It gives us great pleasure to announce that the 2020 Ruth First Prize has been awarded to Lawrence Ntuli, reflecting First’s own orientation to working-class organisation and history. The prize is awarded for the best article in that year by an African author published in ROAPE for the first time.
Ntuli was a recipient of the Small Research Grant awarded under ROAPE’s Africa Research Fund in 2013. His excellent piece, ‘The strategies and tactics of fighting against precarisation of work: a comparative study of precarious workers’ struggles in two South African municipalities’, was published in ROAPE volume 47, issue 163, March 2020 (Ntuli 2020).
The prize committee argued that Ntuli's paper offered a critical and nuanced engagement with debates we have published in ROAPE before, by challenging existing binary understandings of precarious labour.

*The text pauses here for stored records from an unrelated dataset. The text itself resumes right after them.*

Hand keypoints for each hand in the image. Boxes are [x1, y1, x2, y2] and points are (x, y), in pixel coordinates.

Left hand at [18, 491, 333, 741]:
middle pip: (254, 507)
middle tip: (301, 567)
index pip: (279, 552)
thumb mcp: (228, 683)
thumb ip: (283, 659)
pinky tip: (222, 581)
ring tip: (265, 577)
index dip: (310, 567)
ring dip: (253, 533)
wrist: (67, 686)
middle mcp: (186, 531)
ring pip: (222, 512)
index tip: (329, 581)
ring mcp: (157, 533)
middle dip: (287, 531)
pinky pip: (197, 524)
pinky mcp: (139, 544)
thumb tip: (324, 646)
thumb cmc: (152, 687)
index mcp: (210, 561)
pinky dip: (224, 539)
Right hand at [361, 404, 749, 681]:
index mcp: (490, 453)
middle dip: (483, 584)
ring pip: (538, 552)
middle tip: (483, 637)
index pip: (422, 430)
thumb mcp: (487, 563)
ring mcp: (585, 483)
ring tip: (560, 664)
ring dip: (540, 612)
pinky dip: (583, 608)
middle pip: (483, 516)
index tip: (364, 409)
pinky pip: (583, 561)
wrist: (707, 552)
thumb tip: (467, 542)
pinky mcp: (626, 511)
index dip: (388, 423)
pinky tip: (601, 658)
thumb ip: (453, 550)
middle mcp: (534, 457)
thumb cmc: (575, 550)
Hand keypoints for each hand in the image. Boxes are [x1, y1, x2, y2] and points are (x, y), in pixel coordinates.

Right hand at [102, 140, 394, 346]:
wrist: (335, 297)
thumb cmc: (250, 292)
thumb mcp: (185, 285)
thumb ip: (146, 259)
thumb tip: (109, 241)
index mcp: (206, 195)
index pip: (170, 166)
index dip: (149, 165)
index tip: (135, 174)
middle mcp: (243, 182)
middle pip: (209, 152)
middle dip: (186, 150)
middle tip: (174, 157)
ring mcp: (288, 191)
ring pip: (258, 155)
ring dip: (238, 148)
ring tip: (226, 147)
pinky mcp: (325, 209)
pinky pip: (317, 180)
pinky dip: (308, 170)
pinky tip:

The paper takes on commonly held assumptions through a detailed and rigorous engagement with workers themselves, examining how they experienced precarity and how this in turn influenced their attitudes toward struggle. As one of our committee noted, ‘The reader was left with a clear sense of the strengths of trade union membership, recognition and the ongoing battles for full unionisation among precarious workers.’
The committee noted that the article offered an exemplary piece of grounded activist scholarship in line with the journal's remit and ethos. It is our great hope that Lawrence takes forward the insights from his research to help shape future working-class struggles against precarity and those who would seek to undermine the power and agency of the working class.
Lawrence Ntuli is employed as a researcher by the South African Municipal Workers’ Union (SAMWU) and is currently completing doctoral studies (Political Science). Previously he worked for the South African government, in the department of local government, as a director of research and programmes monitoring. Added to this, he is an activist in various campaigns, including anti-climate change. His areas of research include precarious work, trade unions and local government. He is writing a history of SAMWU with the Neil Aggett Labour Studies Unit at Rhodes University.